CassandraSF2011: Progress and Futures
Johnathan Ellis, CTO of DataStax and project chair for Apache Cassandra, keynoted at Cassandra SF 2011. Major accomplishments for the project in the last year include better support for multi-data center deployments, optimized read performance, included integrated caching and improved client APIs including a SQL-like language CQL. The feature freeze for Cassandra 1.0 is expected in October 2011, emphasizing polish - efficient database repair, storage compression, optimized performance and an expanded CQL language.
- it uses log structured storage, buffering in memory and then it does streaming writes not random writes
- it has a concurrent engine: there are no table or row locks, updates are implemented with compare and swap - this is needed to support large rows for materialized views
- it can be tuned for eventual or full consistency, including options to succeed when there's a quorum among local nodes
Cassandra 0.7 was released in January 2011 and included:
- the ability to create column families without manually restarting nodes
- expiring columns to allow automatic deletion of old data
- secondary indexes that are now built-in (but see also the limitations from Ed Anuff's presentation on indexing at the conference reported by InfoQ)
Cassandra 0.8 was released in June 2011 and featured:
- CQL - a simplified SQL variant, providing a higher level interface for client applications
- Counters - the ability to atomically increment columns
- Automatic tuning of memory for memtables: Ellis said in previous versions it was easy to overallocate memory resulting in JVM crashes, but it's now feasible to have hundreds or thousands of column families
- Bulk load interface
In a subsequent tech talk CQL creator Eric Evans of Rackspace acknowledged that CQL would probably not support more advanced SQL idioms like nested queries or joins, because Cassandra can't support them efficiently.

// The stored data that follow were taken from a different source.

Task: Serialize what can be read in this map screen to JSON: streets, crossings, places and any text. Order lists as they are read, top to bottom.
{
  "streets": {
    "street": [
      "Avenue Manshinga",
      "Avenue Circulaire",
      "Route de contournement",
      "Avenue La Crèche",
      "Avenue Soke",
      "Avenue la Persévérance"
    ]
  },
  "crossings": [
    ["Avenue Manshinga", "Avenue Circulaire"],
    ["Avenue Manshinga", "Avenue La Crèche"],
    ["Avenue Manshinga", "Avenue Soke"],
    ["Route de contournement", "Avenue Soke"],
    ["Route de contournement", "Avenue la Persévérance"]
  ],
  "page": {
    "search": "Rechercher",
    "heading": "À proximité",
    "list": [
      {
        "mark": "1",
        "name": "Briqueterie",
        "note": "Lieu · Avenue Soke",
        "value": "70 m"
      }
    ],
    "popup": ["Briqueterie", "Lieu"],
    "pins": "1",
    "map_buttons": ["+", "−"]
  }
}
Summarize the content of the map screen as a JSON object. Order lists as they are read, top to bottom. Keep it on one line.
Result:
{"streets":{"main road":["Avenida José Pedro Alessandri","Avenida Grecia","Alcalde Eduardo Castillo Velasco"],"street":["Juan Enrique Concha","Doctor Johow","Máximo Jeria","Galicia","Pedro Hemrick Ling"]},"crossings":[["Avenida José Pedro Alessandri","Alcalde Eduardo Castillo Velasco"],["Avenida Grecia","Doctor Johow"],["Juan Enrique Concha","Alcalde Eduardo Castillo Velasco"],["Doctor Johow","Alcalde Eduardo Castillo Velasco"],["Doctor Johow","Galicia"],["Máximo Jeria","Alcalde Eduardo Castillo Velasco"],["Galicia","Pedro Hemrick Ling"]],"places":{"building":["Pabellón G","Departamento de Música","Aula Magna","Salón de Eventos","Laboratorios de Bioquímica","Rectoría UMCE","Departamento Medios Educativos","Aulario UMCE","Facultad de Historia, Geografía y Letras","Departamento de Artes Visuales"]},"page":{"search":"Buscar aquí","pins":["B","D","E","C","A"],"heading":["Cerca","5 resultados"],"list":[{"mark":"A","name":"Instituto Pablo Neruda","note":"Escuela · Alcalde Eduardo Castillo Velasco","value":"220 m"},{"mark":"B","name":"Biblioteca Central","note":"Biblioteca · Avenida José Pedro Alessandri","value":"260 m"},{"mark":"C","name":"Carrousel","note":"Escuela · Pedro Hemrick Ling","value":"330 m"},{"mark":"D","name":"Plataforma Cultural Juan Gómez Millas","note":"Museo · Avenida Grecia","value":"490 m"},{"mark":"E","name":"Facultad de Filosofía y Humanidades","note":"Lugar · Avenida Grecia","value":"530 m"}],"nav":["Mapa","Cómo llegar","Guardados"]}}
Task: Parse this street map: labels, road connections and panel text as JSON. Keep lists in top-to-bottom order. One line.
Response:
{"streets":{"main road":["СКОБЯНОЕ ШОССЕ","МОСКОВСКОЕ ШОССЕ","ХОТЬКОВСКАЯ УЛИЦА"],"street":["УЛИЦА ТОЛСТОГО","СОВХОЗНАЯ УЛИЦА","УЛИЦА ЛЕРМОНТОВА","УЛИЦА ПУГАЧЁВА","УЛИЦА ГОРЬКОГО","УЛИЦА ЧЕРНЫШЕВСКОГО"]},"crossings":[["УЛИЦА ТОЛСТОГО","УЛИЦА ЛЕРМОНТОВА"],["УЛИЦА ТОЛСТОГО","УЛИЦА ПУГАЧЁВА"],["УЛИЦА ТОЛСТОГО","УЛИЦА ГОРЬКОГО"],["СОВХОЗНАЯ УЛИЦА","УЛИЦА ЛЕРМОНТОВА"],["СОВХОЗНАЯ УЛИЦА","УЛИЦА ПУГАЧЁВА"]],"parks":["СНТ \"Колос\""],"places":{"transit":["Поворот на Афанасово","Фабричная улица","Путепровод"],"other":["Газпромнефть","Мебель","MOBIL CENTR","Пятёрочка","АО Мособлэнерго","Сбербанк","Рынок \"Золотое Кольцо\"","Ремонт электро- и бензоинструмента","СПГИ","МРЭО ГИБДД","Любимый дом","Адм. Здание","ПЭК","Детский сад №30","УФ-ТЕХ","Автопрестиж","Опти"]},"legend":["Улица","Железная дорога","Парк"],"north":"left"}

Likewise, he noted that CQL could support aggregators (like min and sum) when Cassandra supports coprocessors.
- CQL 1.1: will add support for compound columns and prepared statements
- Compression: The presence of highly variable row sizes makes compression more challenging for Cassandra. 1.0 will support compressing both rows per block and blocks per row.
- Compaction: Cassandra will generalize the approach of Google's leveldb to have at most 1 SSTable per level that might have data for a given key, resulting in worst case merges of log(n) SSTables instead of the current worst case of n, where there are n SSTables used to represent a column family.
- Repair optimization: the current implementation can transmit and store excess data, possibly exhausting disk. In 1.0 this will be optimized.
- Read optimization: SSTables will be sorted by the maximum (client-provided) timestamp to allow early termination of merges when the newest values of requested columns have been found
Beyond 1.0, Ellis said that Cassandra will be focused on ease of use for developers. Ellis also noted the availability of Brisk (described by InfoQ previously) to allow analytics for real-time data without ETL. He also mentioned Solandra, which is a clustered Solr built on Cassandra. Ellis said that these are the first two examples of a trend of broader data projects that are built atop Cassandra, a trend he expects to see more of in future.